Everyone is running specials right now, and we were looking at some medium weight rods, about 6' - 6.5' with the Diawa Strikeforce reels(would really prefer only 6-8# test line). 
1. Do you think we would be way too overgunned with this combo, and missing out on most of the walleye bites we manage to get?

2. *Something else out there you'all would think is better? * 99% of our fishing will be for hybred bluegill and redear. Looking two buy about 8 new combos and don't want to spend over about $75/unit. Really want this investment to last forever, the plastic gears in the 202's, 22's are not holding up.
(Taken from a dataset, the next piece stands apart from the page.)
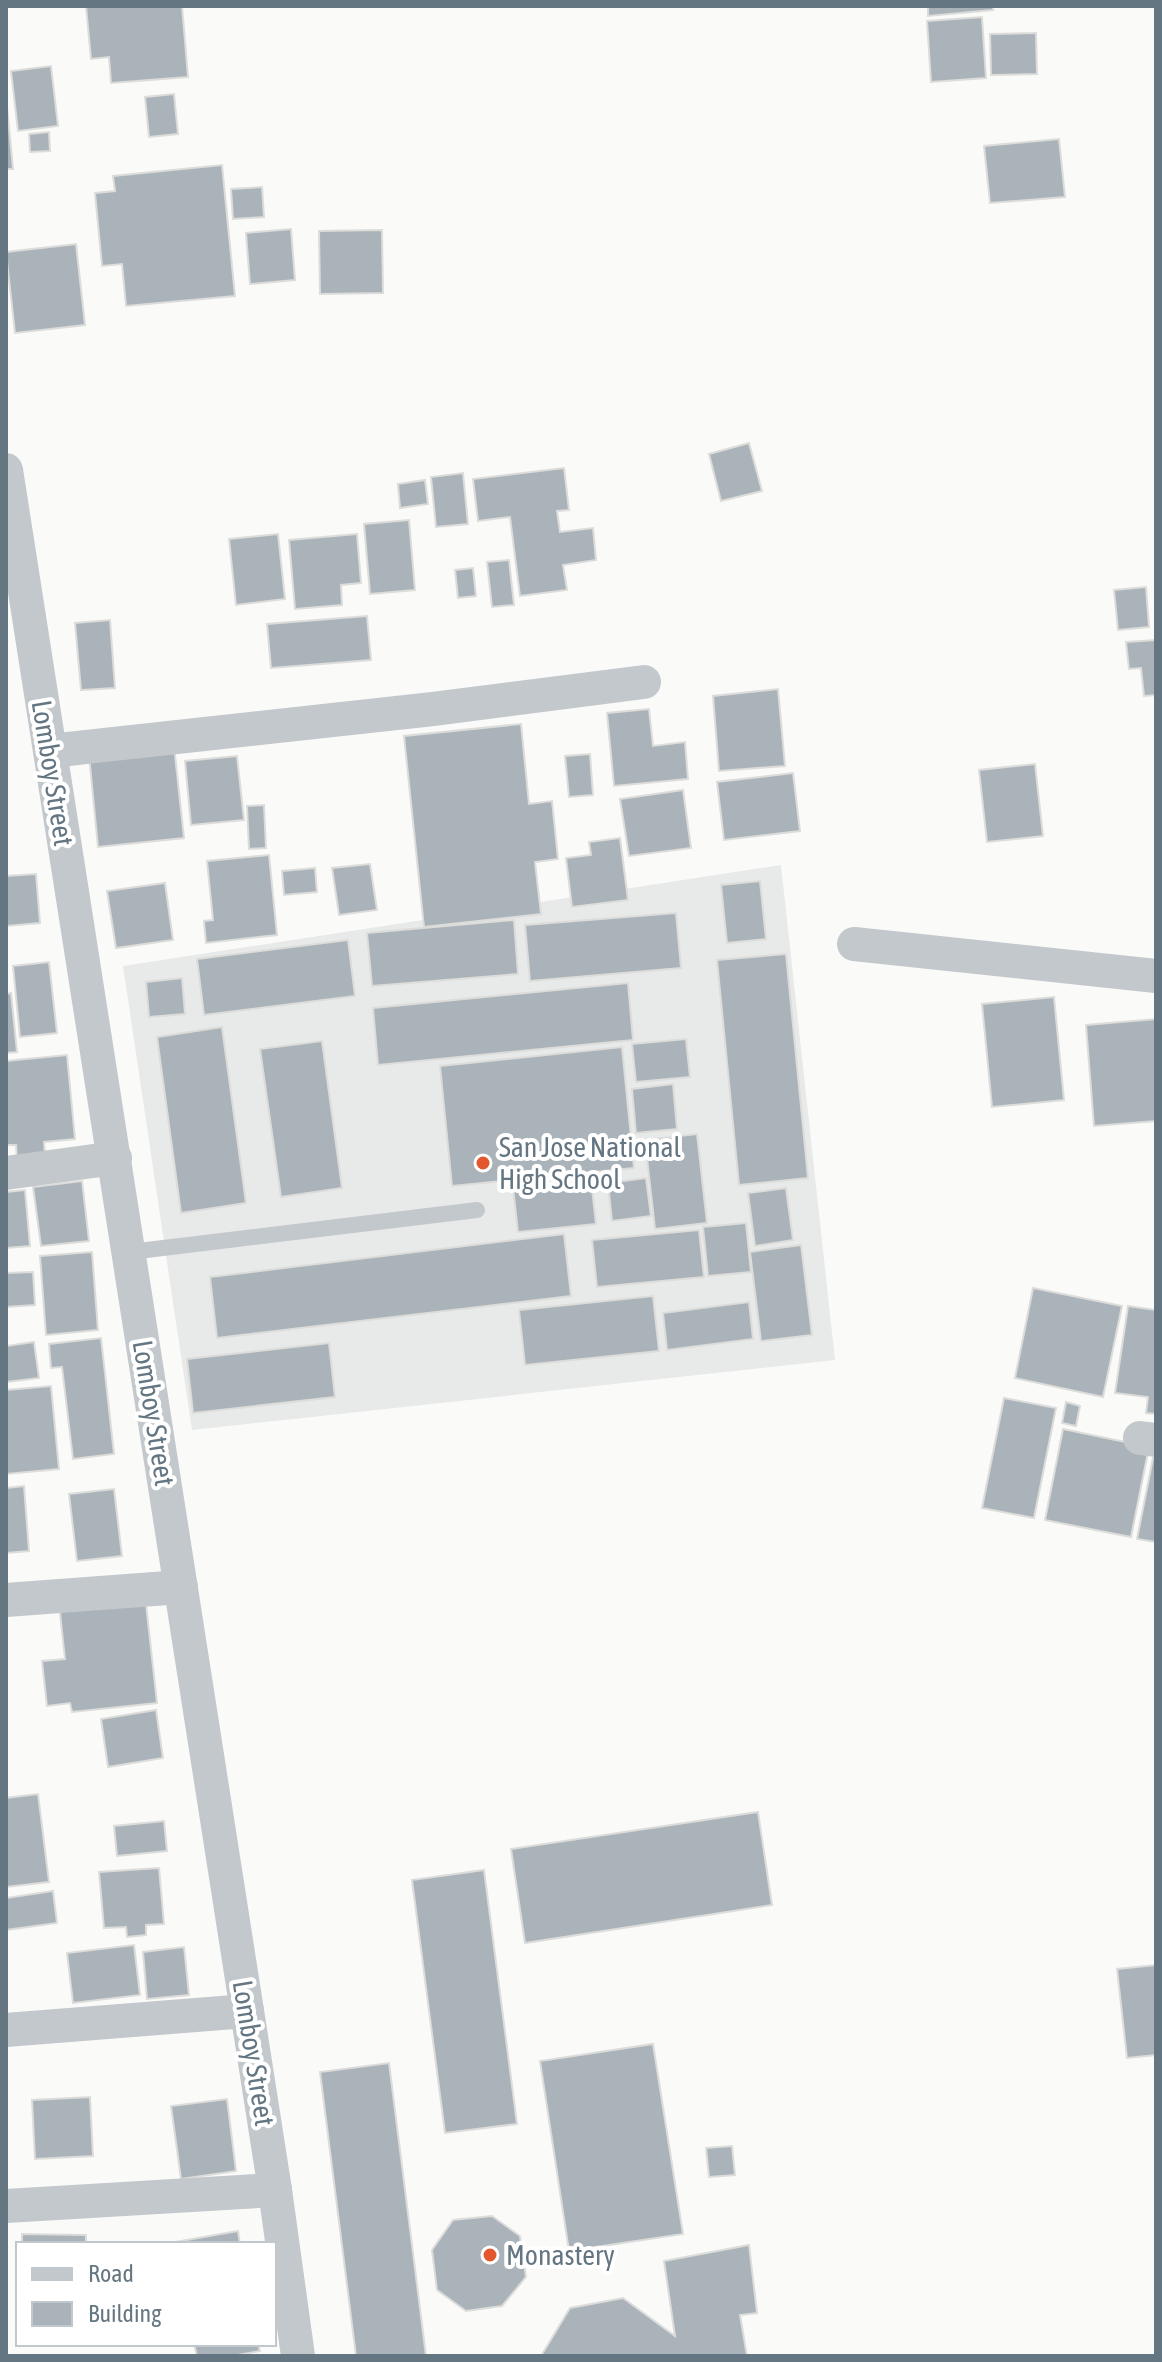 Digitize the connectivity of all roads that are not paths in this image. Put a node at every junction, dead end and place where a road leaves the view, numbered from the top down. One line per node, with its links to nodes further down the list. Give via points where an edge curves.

We are also considering the Bass Pro MegaCast 6'combo, and the Pflueger Echelon/Bass Pro's PowerPlus Graphite rod. Market seems to target all the bucketmouth fisherman been a little tougher to find panfish equip.

3. What rod/reel combo's line weights are you'all using and how satisfied are you?

Thanks, CCC.


----------



## SouthDakotaWalleyes (Mar 22, 2011)

Here's a good resource for you. Goes through a lot of pros/cons, what type of fishing, etc.

http://www.southdakotawalleyes.com/rods-and-reels


----------



## Kelly Hannan (Jan 9, 2007)

Not a baitcast, go spinning. Very difficult to cast lightweight rigs with bait cast. Also hard to learn without a bridsnest.


----------